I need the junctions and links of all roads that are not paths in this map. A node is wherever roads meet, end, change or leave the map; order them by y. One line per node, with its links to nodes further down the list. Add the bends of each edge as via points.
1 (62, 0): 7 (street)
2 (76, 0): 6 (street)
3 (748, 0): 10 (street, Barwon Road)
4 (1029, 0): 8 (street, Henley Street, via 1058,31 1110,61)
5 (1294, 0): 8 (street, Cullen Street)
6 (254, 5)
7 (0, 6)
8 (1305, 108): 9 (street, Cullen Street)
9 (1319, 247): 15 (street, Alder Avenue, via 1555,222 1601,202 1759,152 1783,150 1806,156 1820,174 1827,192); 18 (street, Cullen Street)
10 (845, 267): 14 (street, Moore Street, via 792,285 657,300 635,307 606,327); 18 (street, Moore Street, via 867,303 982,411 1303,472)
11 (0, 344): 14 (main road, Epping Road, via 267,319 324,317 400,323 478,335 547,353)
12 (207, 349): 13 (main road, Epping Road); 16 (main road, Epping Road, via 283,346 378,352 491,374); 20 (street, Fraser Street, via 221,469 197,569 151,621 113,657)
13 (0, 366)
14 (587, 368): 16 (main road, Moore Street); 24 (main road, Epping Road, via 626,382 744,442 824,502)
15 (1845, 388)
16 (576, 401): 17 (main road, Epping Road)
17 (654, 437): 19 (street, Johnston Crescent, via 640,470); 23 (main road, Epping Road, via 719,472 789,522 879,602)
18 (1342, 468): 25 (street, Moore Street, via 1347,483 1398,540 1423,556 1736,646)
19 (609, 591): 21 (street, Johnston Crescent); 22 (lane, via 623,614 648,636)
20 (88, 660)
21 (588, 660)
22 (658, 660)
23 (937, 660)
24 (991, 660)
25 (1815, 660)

========

Work to be completed =
Lines of the data that include the string "Cullen" are to be counted; report the total by itself.

Response area =
3